===== RECORDS PROVIDED =====

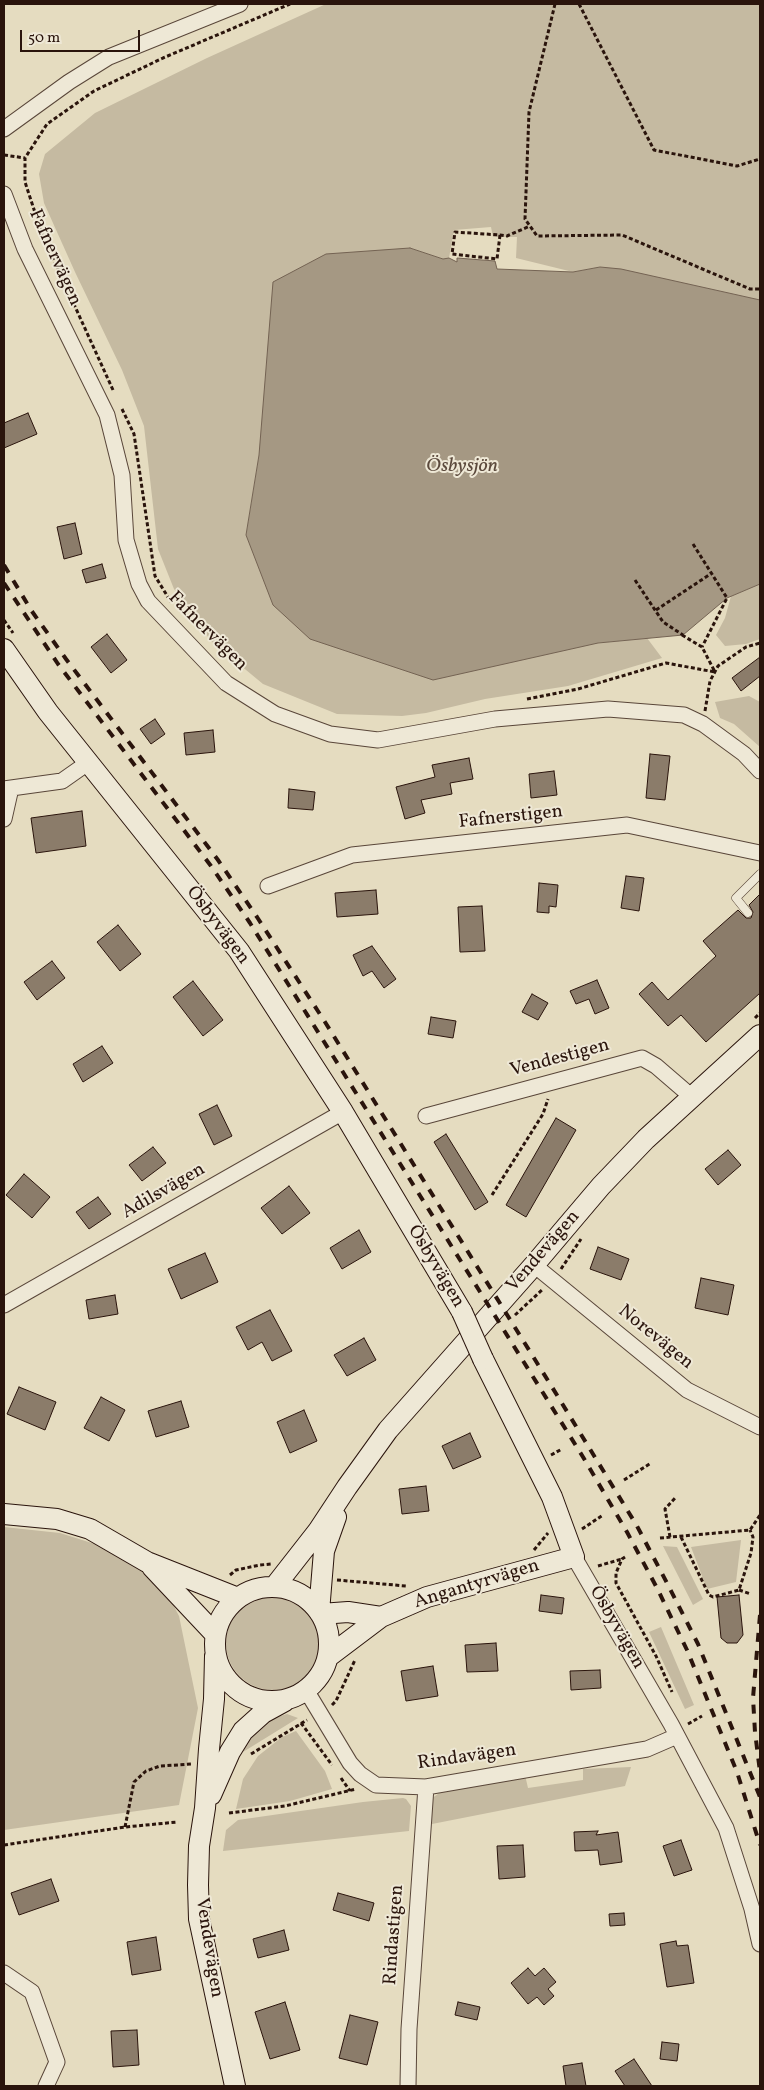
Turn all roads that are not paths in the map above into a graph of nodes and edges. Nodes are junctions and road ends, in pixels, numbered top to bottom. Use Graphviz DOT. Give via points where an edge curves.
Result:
graph roads {
  1 [pos="240,4"];
  2 [pos="4,129"];
  3 [pos="4,194"];
  4 [pos="4,649"];
  5 [pos="89,762"];
  6 [pos="760,772"];
  7 [pos="8,788"];
  8 [pos="4,820"];
  9 [pos="760,852"];
  10 [pos="760,874"];
  11 [pos="268,886"];
  12 [pos="748,913"];
  13 [pos="760,1035"];
  14 [pos="692,1097"];
  15 [pos="342,1112"];
  16 [pos="426,1116"];
  17 [pos="534,1265"];
  18 [pos="4,1305"];
  19 [pos="760,1426"];
  20 [pos="346,1487"];
  21 [pos="4,1514"];
  22 [pos="571,1548"];
  23 [pos="147,1562"];
  24 [pos="275,1586"];
  25 [pos="238,1598"];
  26 [pos="320,1613"];
  27 [pos="380,1617"];
  28 [pos="214,1633"];
  29 [pos="215,1656"];
  30 [pos="328,1657"];
  31 [pos="306,1690"];
  32 [pos="288,1699"];
  33 [pos="681,1731"];
  34 [pos="426,1787"];
  35 [pos="218,1810"];
  36 [pos="760,1944"];
  37 [pos="4,1972"];
  38 [pos="46,2086"];
  39 [pos="235,2086"];
  40 [pos="408,2086"];
  1 -- 2 [label="street" via="109,57"];
  3 -- 6 [label="street, Fafnervägen" via="25,250 107,415 122,475 126,540 139,584 148,602 226,683 275,714 330,734 378,740 495,719 608,709 684,715 703,724 744,754"];
  4 -- 5 [label="street, Ösbyvägen" via="48,712"];
  5 -- 7 [label="street" via="62,781"];
  5 -- 15 [label="street, Ösbyvägen" via="239,951"];
  7 -- 8 [label="street"];
  9 -- 11 [label="street, Fafnerstigen" via="627,826 352,854"];
  10 -- 12 [label="lane" via="736,898"];
  13 -- 14 [label="street, Vendevägen"];
  14 -- 16 [label="street, Vendestigen" via="642,1058"];
  14 -- 17 [label="street, Vendevägen" via="601,1186"];
  15 -- 18 [label="street, Adilsvägen"];
  15 -- 22 [label="street, Ösbyvägen, bridge" via="462,1312 552,1497"];
  17 -- 19 [label="street, Norevägen" via="687,1390"];
  17 -- 20 [label="street, Vendevägen" via="388,1430"];
  20 -- 24 [label="street, Vendevägen" via="318,1531"];
  20 -- 26 [label="street, Vendevägen" via="324,1552 332,1577"];
  21 -- 23 [label="street" via="57,1519 90,1529"];
  22 -- 27 [label="street, Angantyrvägen" via="492,1578 427,1597"];
  22 -- 33 [label="street, Ösbyvägen"];
  23 -- 25 [label="street"];
  23 -- 28 [label="street"];
  24 -- 25 [label="street" via="256,1588"];
  24 -- 26 [label="street" via="298,1592"];
  25 -- 28 [label="street"];
  26 -- 27 [label="street" via="348,1612"];
  26 -- 30 [label="street" via="330,1640"];
  27 -- 30 [label="street, Angantyrvägen"];
  28 -- 29 [label="street"];
  29 -- 32 [label="street" via="222,1672 235,1688 252,1698"];
  29 -- 35 [label="street, Vendevägen" via="209,1749"];
  30 -- 31 [label="street" via="320,1676"];
  31 -- 32 [label="street"];
  31 -- 34 [label="street, Rindavägen" via="350,1764 360,1774 376,1785"];
  32 -- 35 [label="street, Vendevägen" via="263,1713 243,1731 230,1752"];
  33 -- 34 [label="street, Rindavägen" via="647,1749"];
  33 -- 36 [label="street, Ösbyvägen" via="726,1828"];
  34 -- 40 [label="street, Rindastigen"];
  35 -- 39 [label="street, Vendevägen" via="199,1846 199,1919"];
  37 -- 38 [label="street" via="32,1992 57,2062"];
}
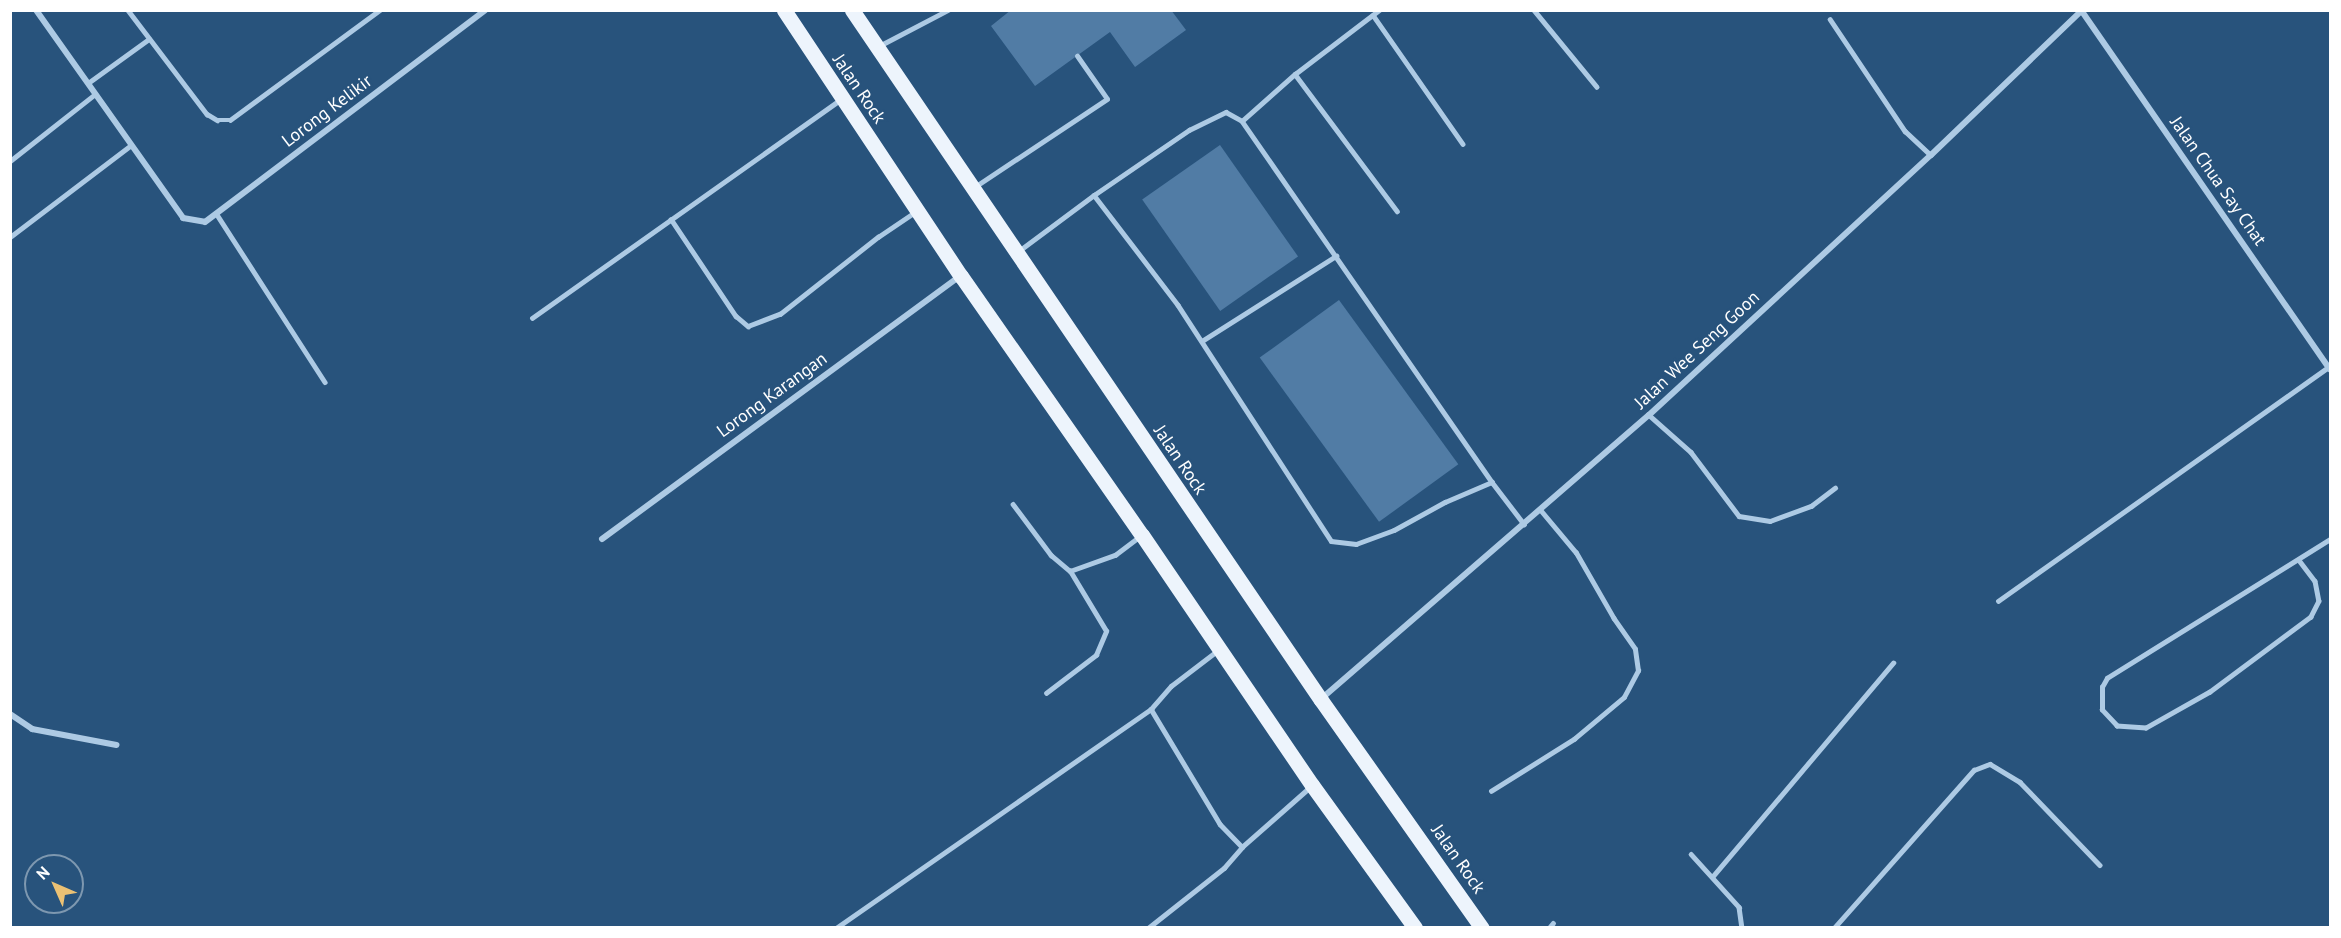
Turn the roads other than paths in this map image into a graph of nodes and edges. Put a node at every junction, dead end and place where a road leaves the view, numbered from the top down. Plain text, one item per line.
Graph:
1 (36, 10) edge
2 (128, 10) edge
3 (380, 10) edge
4 (485, 10) edge
5 (784, 10) edge
6 (852, 10) edge
7 (948, 10) edge
8 (1379, 10) edge
9 (1534, 10) edge
10 (2081, 11) edge
11 (1373, 15) junction
12 (1830, 19) dead end
13 (149, 39) junction
14 (876, 47) junction
15 (1077, 56) dead end
16 (1295, 74) junction
17 (88, 83) junction
18 (1597, 87) dead end
19 (95, 94) junction
20 (841, 99) junction
21 (1242, 121) junction
22 (1463, 144) dead end
23 (132, 146) junction
24 (1931, 155) junction
25 (10, 161) edge
26 (972, 189) junction
27 (1094, 195) junction
28 (917, 210) junction
29 (1396, 211) dead end
30 (216, 213) junction
31 (671, 219) junction
32 (10, 237) edge
33 (1016, 254) junction
34 (1336, 256) junction
35 (961, 276) junction
36 (532, 318) dead end
37 (1202, 341) junction
38 (2330, 368) edge
39 (325, 382) dead end
40 (1649, 415) junction
41 (1492, 482) junction
42 (1835, 488) dead end
43 (1013, 504) dead end
44 (1540, 510) junction
45 (1524, 524) junction
46 (1142, 535) junction
47 (602, 539) dead end
48 (2331, 539) edge
49 (2299, 560) junction
50 (1070, 571) junction
51 (1998, 601) dead end
52 (1219, 649) junction
53 (1893, 663) dead end
54 (1046, 693) dead end
55 (1321, 700) junction
56 (1150, 709) junction
57 (10, 714) edge
58 (117, 745) dead end
59 (1312, 785) junction
60 (1491, 791) dead end
61 (1242, 847) junction
62 (1691, 854) dead end
63 (2100, 865) dead end
64 (1713, 876) junction
65 (836, 927) edge
66 (1148, 927) edge
67 (1414, 927) edge
68 (1482, 927) edge
69 (1742, 927) edge
70 (1834, 927) edge

1 - 17 street
2 - 13 lane
3 - 13 lane
4 - 30 street, Lorong Kelikir
5 - 20 main road, Jalan Rock
6 - 14 main road, Jalan Rock
7 - 14 lane
8 - 11 lane
9 - 18 lane
10 - 24 street, Jalan Wee Seng Goon
10 - 38 street, Jalan Chua Say Chat
11 - 16 lane
11 - 22 lane
12 - 24 lane
13 - 17 lane
14 - 26 main road, Jalan Rock
15 - 26 lane
16 - 21 lane
16 - 29 lane
17 - 19 street
19 - 23 street
19 - 25 lane
20 - 28 main road, Jalan Rock
20 - 31 lane
21 - 27 lane
21 - 34 lane
23 - 30 street, Lorong Kelikir
23 - 32 lane
24 - 40 street, Jalan Wee Seng Goon
26 - 33 main road, Jalan Rock
27 - 33 lane
27 - 37 lane
28 - 31 lane
28 - 35 main road, Jalan Rock
30 - 39 lane
31 - 36 lane
33 - 55 main road, Jalan Rock
34 - 37 lane
34 - 41 lane
35 - 46 main road, Jalan Rock
35 - 47 street, Lorong Karangan
37 - 41 lane
38 - 51 lane
40 - 42 lane
40 - 44 street, Jalan Wee Seng Goon
41 - 45 lane
43 - 50 lane
44 - 45 street, Jalan Wee Seng Goon
44 - 60 lane
45 - 55 street, Jalan Wee Seng Goon
46 - 50 lane
46 - 52 main road, Jalan Rock
48 - 49 lane
49 - 49 lane
50 - 54 lane
52 - 56 lane
52 - 59 main road, Jalan Rock
53 - 64 lane
55 - 68 main road, Jalan Rock
56 - 61 lane
56 - 65 lane
57 - 58 street
59 - 61 lane
59 - 67 main road, Jalan Rock
61 - 66 lane
62 - 64 lane
63 - 70 lane
64 - 69 lane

=====

PROBLEM DETAILS.
Only the lines holding the string "Lorong" are needed; copy each of them from the material above.

SOLVED EXERCISE.
4 - 30 street, Lorong Kelikir
23 - 30 street, Lorong Kelikir
35 - 47 street, Lorong Karangan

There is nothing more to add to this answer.